Who or what are you treating like your Savior? A person, a romantic relationship, money, success, your work ethic, a plan, yourself? We don’t accidentally end up in the wilderness. We run there chasing what we think we want when we decide we won’t do it God’s way. So many of us are destroying ourselves from the inside because we believe the wrong things are the keys to building ourselves up. You can’t save yourself when you’re your own worst enemy. And when you have decided not to do things God’s way you become an enemy to the promise you are attempting to pursue.

 

So, here’s the question at the root of it all. What made you believe God wouldn’t save you? Name the lie. What did you attach your heart to instead of attaching it to God? For me, it was my plan. I thought God told me something, so I created a whole plan around it. Even when I saw things that made me question the validity of what I thought I heard, even when I heard things that I knew were God that contradicted my plan, I held on. Not because I truly knew it was God, but because I didn’t want to be wrong. I had been wrong before, and everything in me was trying to avoid feeling that again. I was drawn to the wilderness because my heart was more attached to avoiding the past than pursuing the future God promised me.

 

Fear drove me to the wilderness, but the shame and guilt of being wrong kept me there. My need to be right and not look foolish outweighed my need for a Savior so, I extended my time and delayed my lesson. 

 

A Message for You

Remeber these three things.

  1. Forgive yourself for the mistakes you made. Forgive yourself for knowing better and not doing better. Stop trying to save yourself and allow God to be your Savior.
  2. The process to the Promise may look riddled with failure, but you fail only if you don’t learn. Don’t give up on the process. Keep going, and you’ll become sure of who you are, who you serve, and what is yours. You become sure confronting your doubts, not avoiding them.
  3. I hate failing in front of an audience, but I have learned the danger of isolation when you’re pursuing the promise. You have to be careful who you surround yourself with, but there are people God has placed in your life that are meant to help you. Resources for wisdom, encouragement, clarity, and so much more. Cutting them off is cutting off valuable resources, protection and can hinder God’s ability to help you. Let people be God’s hands, feet, and voice to you.
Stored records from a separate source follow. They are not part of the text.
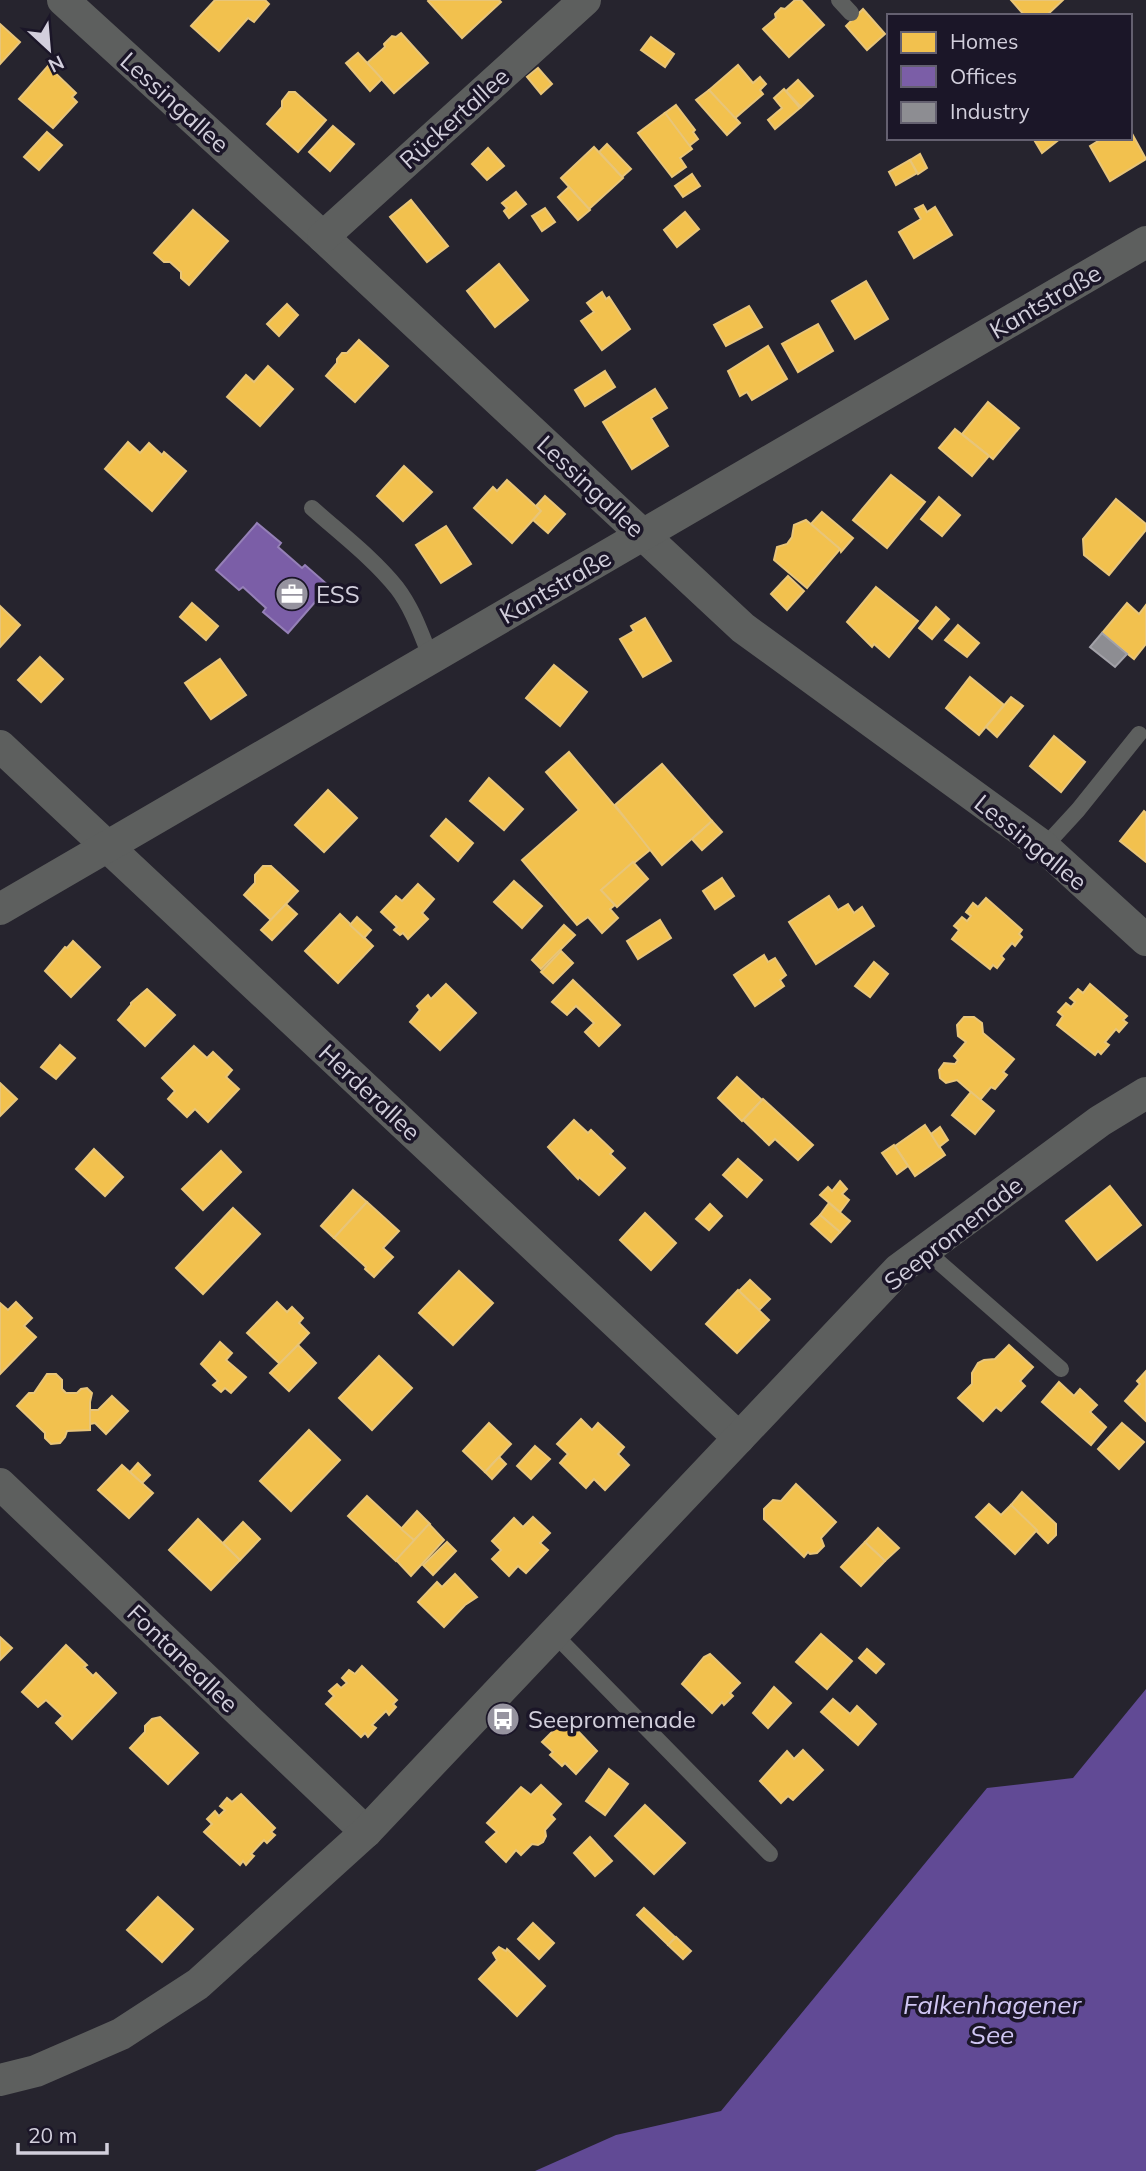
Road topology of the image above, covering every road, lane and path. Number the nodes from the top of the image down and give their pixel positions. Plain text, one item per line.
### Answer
1 (63, 0) edge
2 (585, 0) edge
3 (839, 0) edge
4 (851, 13) dead end
5 (323, 237) junction
6 (1146, 242) edge
7 (312, 508) dead end
8 (644, 535) junction
9 (431, 658) junction
10 (1139, 734) dead end
11 (0, 746) edge
12 (108, 846) junction
13 (1044, 847) junction
14 (0, 909) edge
15 (1146, 940) edge
16 (1146, 1093) edge
17 (925, 1250) junction
18 (1061, 1369) dead end
19 (739, 1438) junction
20 (0, 1484) edge
21 (554, 1634) junction
22 (366, 1832) junction
23 (770, 1854) dead end
24 (0, 2080) edge

1 - 5 street, Lessingallee
2 - 5 street, Rückertallee
3 - 4 lane
5 - 8 street, Lessingallee
6 - 8 street, Kantstraße
7 - 9 lane
8 - 9 street, Kantstraße
8 - 13 street, Lessingallee
9 - 12 street, Kantstraße
10 - 13 lane
11 - 12 street, Herderallee
12 - 14 street, Kantstraße
12 - 19 street, Herderallee
13 - 15 street, Lessingallee
16 - 17 street, Seepromenade
17 - 18 lane
17 - 19 street, Seepromenade
19 - 21 street, Seepromenade
20 - 22 street, Fontaneallee
21 - 22 street, Seepromenade
21 - 23 lane
22 - 24 street, Seepromenade

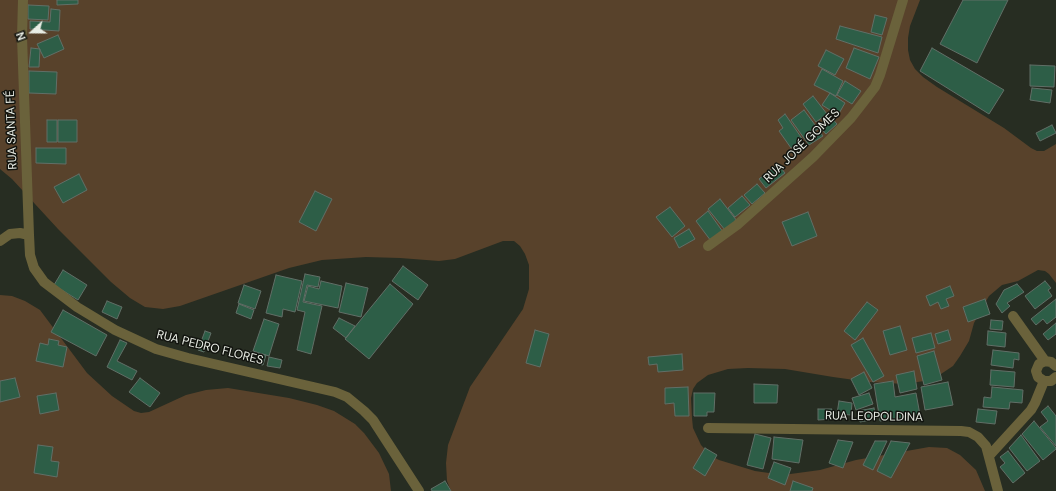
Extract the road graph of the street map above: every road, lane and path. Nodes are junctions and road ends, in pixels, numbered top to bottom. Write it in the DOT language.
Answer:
graph roads {
  1 [pos="23,0"];
  2 [pos="903,0"];
  3 [pos="29,235"];
  4 [pos="0,241"];
  5 [pos="708,246"];
  6 [pos="1013,316"];
  7 [pos="1044,360"];
  8 [pos="1056,366"];
  9 [pos="1056,377"];
  10 [pos="1044,381"];
  11 [pos="708,428"];
  12 [pos="989,456"];
  13 [pos="419,491"];
  14 [pos="998,491"];
  1 -- 3 [label="street, RUA SANTA FÉ"];
  2 -- 5 [label="street, RUA JOSÉ GOMES"];
  3 -- 4 [label="street"];
  3 -- 13 [label="street, RUA PEDRO FLORES"];
  6 -- 7 [label="street"];
  7 -- 8 [label="street"];
  7 -- 10 [label="street"];
  9 -- 10 [label="street"];
  10 -- 12 [label="street"];
  11 -- 12 [label="street, RUA LEOPOLDINA"];
  12 -- 14 [label="street, RUA LEOPOLDINA"];
}
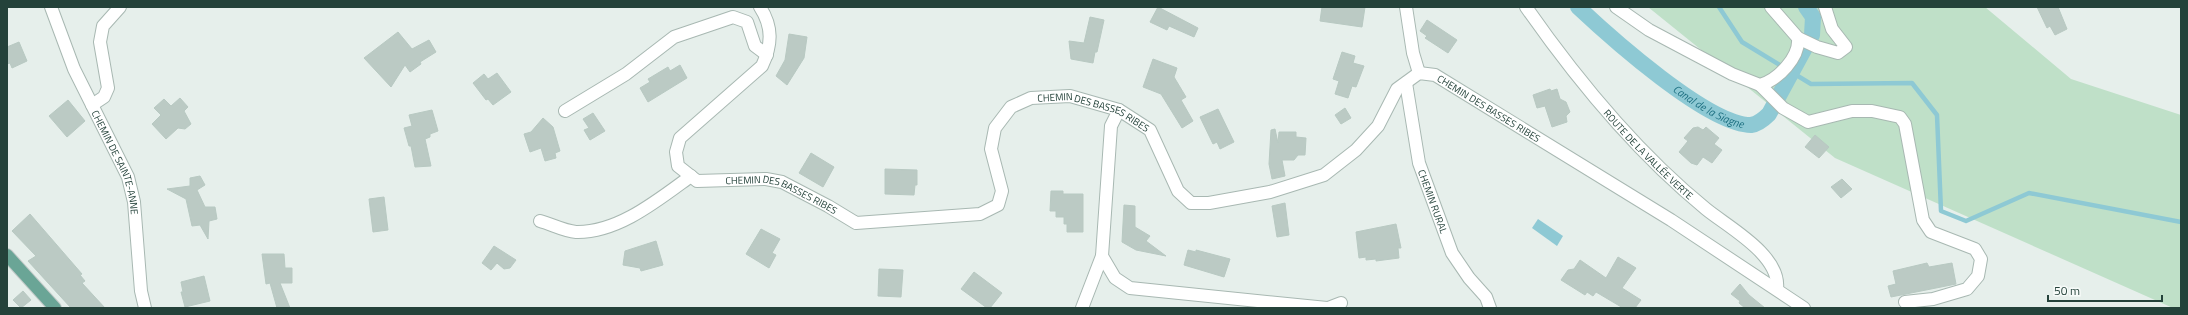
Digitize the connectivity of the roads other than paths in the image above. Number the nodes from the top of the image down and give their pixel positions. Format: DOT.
graph roads {
  1 [pos="51,7"];
  2 [pos="120,7"];
  3 [pos="760,7"];
  4 [pos="1406,7"];
  5 [pos="1526,7"];
  6 [pos="1616,7"];
  7 [pos="1771,7"];
  8 [pos="1825,7"];
  9 [pos="1798,38"];
  10 [pos="767,55"];
  11 [pos="1419,73"];
  12 [pos="1406,83"];
  13 [pos="1760,85"];
  14 [pos="92,105"];
  15 [pos="1119,110"];
  16 [pos="565,111"];
  17 [pos="691,176"];
  18 [pos="540,221"];
  19 [pos="7,255"];
  20 [pos="1102,256"];
  21 [pos="1777,289"];
  22 [pos="1905,302"];
  23 [pos="1341,303"];
  24 [pos="55,308"];
  25 [pos="145,308"];
  26 [pos="1082,308"];
  27 [pos="1327,308"];
  28 [pos="1490,308"];
  29 [pos="1804,308"];
  1 -- 14 [label="street"];
  2 -- 14 [label="street, CHEMIN DE SAINTE-ANNE"];
  3 -- 10 [label="street"];
  4 -- 11 [label="street"];
  5 -- 21 [label="street, ROUTE DE LA VALLÉE VERTE"];
  6 -- 13 [label="street"];
  7 -- 9 [label="street"];
  8 -- 9 [label="street"];
  9 -- 13 [label="street"];
  10 -- 16 [label="street"];
  10 -- 17 [label="street"];
  11 -- 12 [label="street, CHEMIN DES BASSES RIBES"];
  11 -- 21 [label="street, CHEMIN DES BASSES RIBES"];
  12 -- 15 [label="street, CHEMIN DES BASSES RIBES"];
  12 -- 28 [label="street, CHEMIN RURAL"];
  13 -- 22 [label="street"];
  14 -- 25 [label="street, CHEMIN DE SAINTE-ANNE"];
  15 -- 17 [label="street, CHEMIN DES BASSES RIBES"];
  15 -- 20 [label="street"];
  17 -- 18 [label="street"];
  19 -- 24 [label="main road"];
  20 -- 26 [label="street"];
  20 -- 27 [label="street"];
  21 -- 29 [label="street, CHEMIN DES BASSES RIBES"];
  23 -- 27 [label="street"];
}
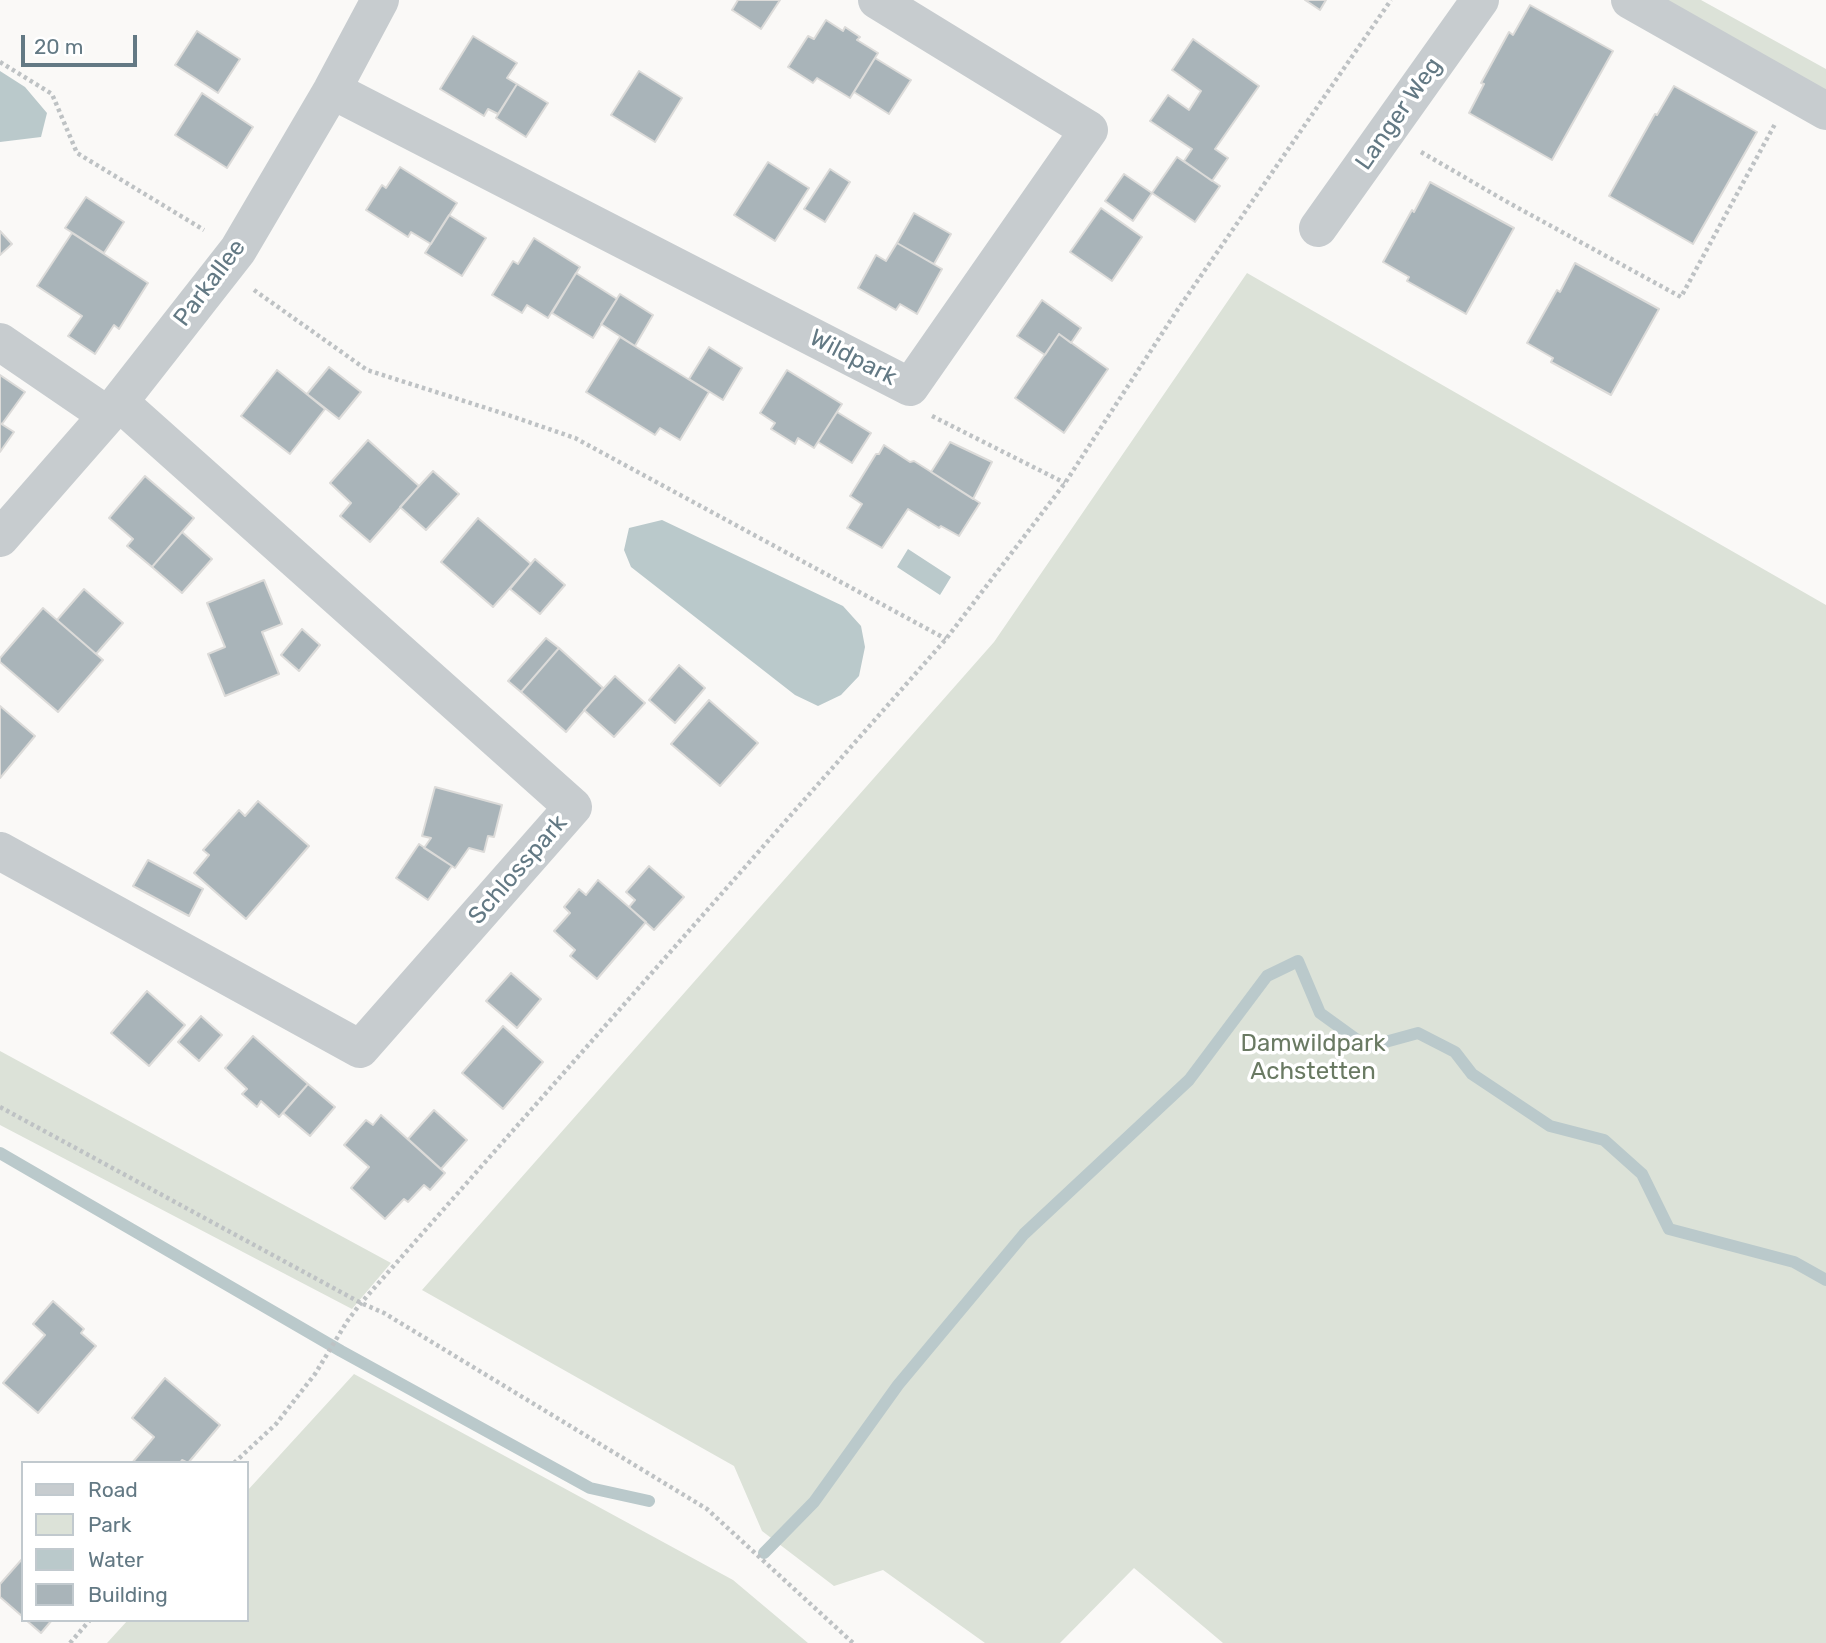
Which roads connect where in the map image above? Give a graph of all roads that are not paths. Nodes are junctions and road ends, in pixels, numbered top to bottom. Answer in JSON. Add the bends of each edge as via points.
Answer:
{"nodes":[{"id":1,"x":380,"y":0,"type":"edge"},
{"id":2,"x":877,"y":0,"type":"edge"},
{"id":3,"x":1480,"y":0,"type":"edge"},
{"id":4,"x":1630,"y":0,"type":"edge"},
{"id":5,"x":332,"y":90,"type":"junction"},
{"id":6,"x":1826,"y":111,"type":"edge"},
{"id":7,"x":1318,"y":228,"type":"dead end"},
{"id":8,"x":0,"y":342,"type":"edge"},
{"id":9,"x":113,"y":408,"type":"junction"},
{"id":10,"x":0,"y":538,"type":"edge"},
{"id":11,"x":0,"y":850,"type":"edge"}],
"edges":[{"from":1,"to":5,"type":"street","name":"Parkallee"},
{"from":2,"to":5,"type":"street","name":"Wildpark","via":[[1089,130],[910,387]]},
{"from":3,"to":7,"type":"street","name":"Langer Weg"},
{"from":4,"to":6,"type":"street"},
{"from":5,"to":9,"type":"street","name":"Parkallee","via":[[230,260]]},
{"from":8,"to":9,"type":"street"},
{"from":9,"to":10,"type":"street","name":"Parkallee"},
{"from":9,"to":11,"type":"street","name":"Schlosspark","via":[[573,807],[360,1049]]}]}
So, Where Do We Go From Here?


 

If the first be holy. If the first… be… HOLY. That’s the thought that kept ringing through my head while writing this blog. Although this month was hard, I believe God pulled back the covers in my life to uproot some things, and that gave me the gift and opportunity to start the year from a purer, holier place. And it sets the rest of my year up to follow that path. I want the same for you.

 

Allow God the freedom to dismantle, uproot and remove anything in your life that is contaminating the holy atmosphere you need to pursue the Promise. Let Him take out anything that causes you to settle, be distracted, accept a pseudo-Savior, or run to the wilderness. Removing these things purifies you and creates an atmosphere where favor grows, goodness comes, and abundance lives. We all could use a whole lot of that.

 

I want healing for you. I believe you have what it takes to take an honest look at yourself and truly allow God to deal with what you see. You’re strong enough, and He’s loving enough to hold you together as He breaks you in all of the right places. He loves you, and He pursues you, even to the wilderness, even through your rejection of Him and audacity to create pseudo-Saviors. God will pursue you but not forever. Don’t make Him chase you because you don’t have the time to waste running and avoiding the life you were created for. This is your year. This is your season. Leave the wilderness and go to the place of your promise. It’s yours, so go get it.